---------- DATA EXTRACTS ----------

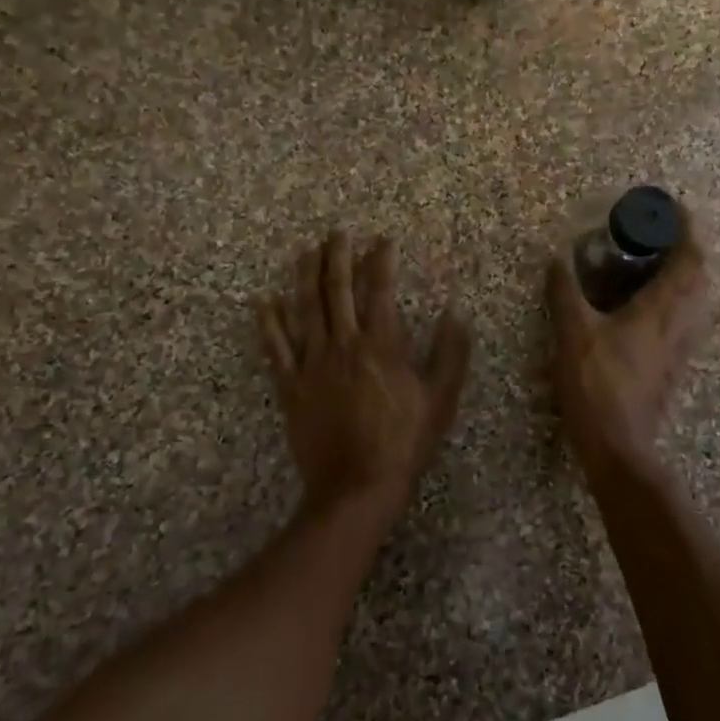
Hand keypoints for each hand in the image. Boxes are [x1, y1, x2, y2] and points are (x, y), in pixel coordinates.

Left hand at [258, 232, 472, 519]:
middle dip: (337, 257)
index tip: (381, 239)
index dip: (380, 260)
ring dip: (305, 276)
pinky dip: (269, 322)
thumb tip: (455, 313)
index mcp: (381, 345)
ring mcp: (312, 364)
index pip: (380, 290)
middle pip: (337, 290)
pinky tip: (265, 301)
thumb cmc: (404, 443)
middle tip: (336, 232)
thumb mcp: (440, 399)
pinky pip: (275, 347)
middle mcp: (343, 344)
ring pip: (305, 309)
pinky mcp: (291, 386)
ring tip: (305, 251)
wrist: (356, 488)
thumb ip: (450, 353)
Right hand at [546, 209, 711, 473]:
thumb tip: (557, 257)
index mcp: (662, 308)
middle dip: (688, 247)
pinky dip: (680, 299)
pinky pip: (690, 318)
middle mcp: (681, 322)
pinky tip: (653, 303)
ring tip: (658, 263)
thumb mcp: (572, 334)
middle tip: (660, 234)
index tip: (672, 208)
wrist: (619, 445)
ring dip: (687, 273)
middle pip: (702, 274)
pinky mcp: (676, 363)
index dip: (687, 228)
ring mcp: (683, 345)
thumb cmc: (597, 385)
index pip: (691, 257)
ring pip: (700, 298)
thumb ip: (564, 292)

----------

# TASK ITEM
Take the line with "index tip: (381, 239)" and all lines after it through the end of the records, and write them out exactly; include nothing else.

# TASK OUTPUT
index tip: (381, 239)
index dip: (380, 260)
ring dip: (305, 276)
pinky dip: (269, 322)
thumb tip: (455, 313)
index mcp: (381, 345)
ring mcp: (312, 364)
index pip: (380, 290)
middle pip: (337, 290)
pinky tip: (265, 301)
thumb cmc: (404, 443)
middle tip: (336, 232)
thumb mcp: (440, 399)
pinky pip: (275, 347)
middle mcp: (343, 344)
ring pip: (305, 309)
pinky mcp: (291, 386)
ring tip: (305, 251)
wrist: (356, 488)
thumb ip: (450, 353)
Right hand at [546, 209, 711, 473]:
thumb tip: (557, 257)
index mcp: (662, 308)
middle dip: (688, 247)
pinky dip: (680, 299)
pinky pip: (690, 318)
middle mcp: (681, 322)
pinky tip: (653, 303)
ring tip: (658, 263)
thumb mcp: (572, 334)
middle tip: (660, 234)
index tip: (672, 208)
wrist: (619, 445)
ring dip: (687, 273)
middle pip: (702, 274)
pinky mcp: (676, 363)
index dip: (687, 228)
ring mcp: (683, 345)
thumb cmc: (597, 385)
index pip: (691, 257)
ring pip: (700, 298)
thumb ip: (564, 292)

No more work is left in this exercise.